Profile Applicability:

  • Level 1

Description:

Amazon SageMaker is a fully managed service for building, training, and deploying machine learning models. When running training jobs in SageMaker, it is crucial to ensure that VPC settings are configured properly. VPC settings allow you to control the networking of SageMaker training jobs by ensuring that the jobs are isolated from the public internet or can securely access resources within a VPC (e.g., RDS, S3, or other AWS services). This SOP ensures that VPC settings are configured for SageMaker training jobs to ensure secure network communication.

Rationale:

  • Security: Configuring VPC settings ensures that SageMaker training jobs run within a private network, protecting sensitive data from unauthorized access over the internet.

  • Compliance: Many compliance frameworks, such as SOC 2 and HIPAA, require isolation of resources within a VPC for data security. Configuring VPC settings aligns with these requirements.

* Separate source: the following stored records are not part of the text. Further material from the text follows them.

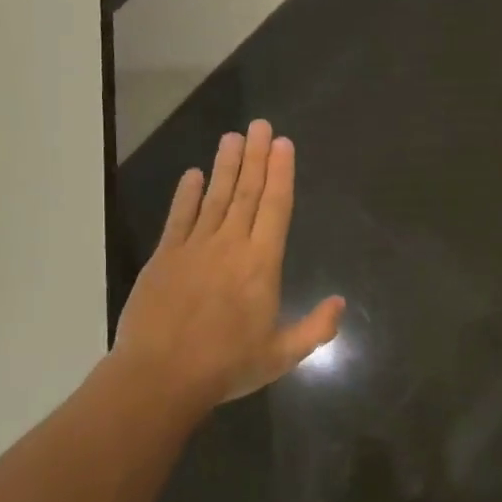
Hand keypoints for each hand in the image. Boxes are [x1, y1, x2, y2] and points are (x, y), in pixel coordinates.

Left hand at [108, 120, 343, 411]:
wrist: (160, 377)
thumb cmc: (227, 366)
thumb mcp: (282, 355)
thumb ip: (316, 328)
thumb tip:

  • Controlled Network Access: By using VPC settings, you can control access to training jobs, ensure private communication with data stores, and apply security controls such as security groups and NACLs (network access control lists).

Impact:

Pros:

  • Enhanced Security: VPC settings isolate SageMaker training jobs from the public internet, providing better control over access to the training resources.

  • Compliance: Meets security requirements for network isolation that may be required by various compliance standards.

  • Controlled Access: Allows for controlled access to AWS services such as S3 and RDS within the same VPC.

Cons:

  • Increased Complexity: Configuring VPC settings may require careful planning of networking resources such as subnets, security groups, and route tables.

  • Limited Access: Access to the training job from outside the VPC is restricted, which may require additional configuration (e.g., NAT Gateway or VPN) if internet access is needed.

Default Value:

By default, Amazon SageMaker does not configure VPC settings for training jobs. The VPC configuration must be explicitly set during the job creation or modification.

Pre-requisite:

  • AWS IAM Permissions:

    • sagemaker:DescribeTrainingJob

    • ec2:DescribeVpcs

    • ec2:DescribeSubnets

    • ec2:DescribeSecurityGroups

  • AWS CLI installed and configured.

  • SageMaker Training Job is created and operational.

  • VPC is set up with appropriate subnets and security settings.

Test Plan:

Using AWS Console:

  1. Sign in to the AWS Management Console.

  2. Navigate to Amazon SageMaker under Services.

  3. In the SageMaker Dashboard, select Training jobs.

  4. Choose the Training job you want to review.

  5. Under Job details, verify if the VPC settings are configured:

    • VPC ID: Ensure that the job is associated with a specific VPC.

    • Subnet IDs: Check that the job is using private subnets for isolation.

    • Security Groups: Verify that the appropriate security groups are attached to control network access.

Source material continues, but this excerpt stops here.